2.1 – The evolution of Euro NCAP
2.1.1 Euro NCAP future Roadmaps
In order to respond to the changes in technology, road accident data and to push the industry to go beyond the status quo, Euro NCAP has, at more or less regular intervals, published their vision and outlook for the future requirements they would be setting in the so called "Roadmaps". In 2015, before the ending of the period concerned by the previous document, set for 2016, the committee published the "2020 Roadmap", where the main objectives and changes for the following years were highlighted. As stated in Chapter 1, the main objective for the near future is to reduce even further the number of casualties and serious injuries on the road, and the way to reach this goal is still quite long. Several changes regarding technological innovation in terms of active safety have been set up for 2020, starting from the update of procedures for AEB, SAS and seatbelt reminders, to the inclusion of procedures for lane departure assists, speeding and impaired driving avoidance, and semi autonomous driving. However, the most substantial change to test procedures for passive safety since the introduction of the pole test has also been included. After 20 years of activity, the Offset Deformable Barrier test procedure at 64km/h will be finally retired. The test procedure will be substituted by the Mobile Offset Deformable Barrier test at 50km/h, with the aim of improving road accident representativeness and begin the very important consideration of compatibility and partner protection [22]. Furthermore, the second challenge will concern the side impact procedure, as a modification to the actual rating will enable the assessment of far side occupant protection for driver and passengers. Finally, the current Hybrid-III anthropomorphic test device will be replaced by the more recently developed THOR Advanced mid-sized male device, which enables a higher level of biofidelity and an unparalleled performance in terms of instrumentation and data acquisition technology [23].
2020 ROADMAP
EUROPEAN NEW CAR ASSESSMENT PROGRAMME March 2015
EURO NCAP 20/25 ROADMAP
1
Euro NCAP 2025 Roadmap
I N P U R S U I T O F V I S I O N Z E R O
Figure 2.3: Euro NCAP future Roadmaps
Due to the pace at which automotive manufacturers are progressing in the fields of au- tomated driving, active safety assistance and crash testing virtual simulation, Euro NCAP has already set the goals and directions for the more distant future by publishing in 2018 the "2025 Roadmap". The objective set for the future is to achieve the "vision zero", the complete elimination of road casualties. In the pursuit of this goal, the focus is set on primary and secondary safety, with increased focus on driver monitoring, autonomous aids and V2X communication systems for the former, and rear-end collision protection, pedes- trian and cyclist safety for the latter. In addition, for the first time in Euro NCAP’s history, tertiary safety is introduced: Child Presence Detection systems to solve the prob- lem of children forgotten inside vehicles will be taken into consideration, while an initial assessment at technologies to aid extraction from crashed vehicles will be carried out [24].

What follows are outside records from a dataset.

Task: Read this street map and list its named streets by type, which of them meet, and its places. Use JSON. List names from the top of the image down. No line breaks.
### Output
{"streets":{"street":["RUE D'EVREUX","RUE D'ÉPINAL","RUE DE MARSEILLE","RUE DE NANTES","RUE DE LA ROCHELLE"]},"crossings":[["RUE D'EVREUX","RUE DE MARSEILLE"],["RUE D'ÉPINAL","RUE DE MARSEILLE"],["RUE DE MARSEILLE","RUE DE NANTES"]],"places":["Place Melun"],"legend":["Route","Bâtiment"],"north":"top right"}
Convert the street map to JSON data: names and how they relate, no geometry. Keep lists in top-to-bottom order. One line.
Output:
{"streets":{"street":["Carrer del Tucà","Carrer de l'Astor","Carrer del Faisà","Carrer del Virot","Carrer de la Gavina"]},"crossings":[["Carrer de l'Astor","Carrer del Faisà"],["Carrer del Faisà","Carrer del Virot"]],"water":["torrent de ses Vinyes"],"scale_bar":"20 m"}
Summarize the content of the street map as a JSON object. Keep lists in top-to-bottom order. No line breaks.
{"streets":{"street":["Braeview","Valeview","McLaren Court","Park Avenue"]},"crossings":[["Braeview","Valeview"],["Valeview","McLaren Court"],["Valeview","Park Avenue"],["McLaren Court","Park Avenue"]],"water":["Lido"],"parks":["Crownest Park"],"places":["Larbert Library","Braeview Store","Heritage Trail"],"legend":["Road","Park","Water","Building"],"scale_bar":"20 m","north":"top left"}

Overall, Euro NCAP has been constantly updating and looking to include new aspects in its rating, in order to maintain it pertinent, meaningful and most of all useful for road users. The future shaped by the decisions that have been made in the last few years continues on that path, with the ambitious objective of continuing to push the industry until no more fatalities occur on european roads.
2.2 From ODB to MPDB
Having briefly discussed the advancements completed in the first 20 years of Euro NCAP’s path and the ideas put in place for the short and mid term future, focus must be now placed on the matter of most interest to this report: the substitution of the outdated Offset Deformable Barrier test procedure with the newly developed Mobile Offset Deformable Barrier procedure. In order to understand to the full extent the importance of this change, the details of both tests together with their analysis is reported in the following sections.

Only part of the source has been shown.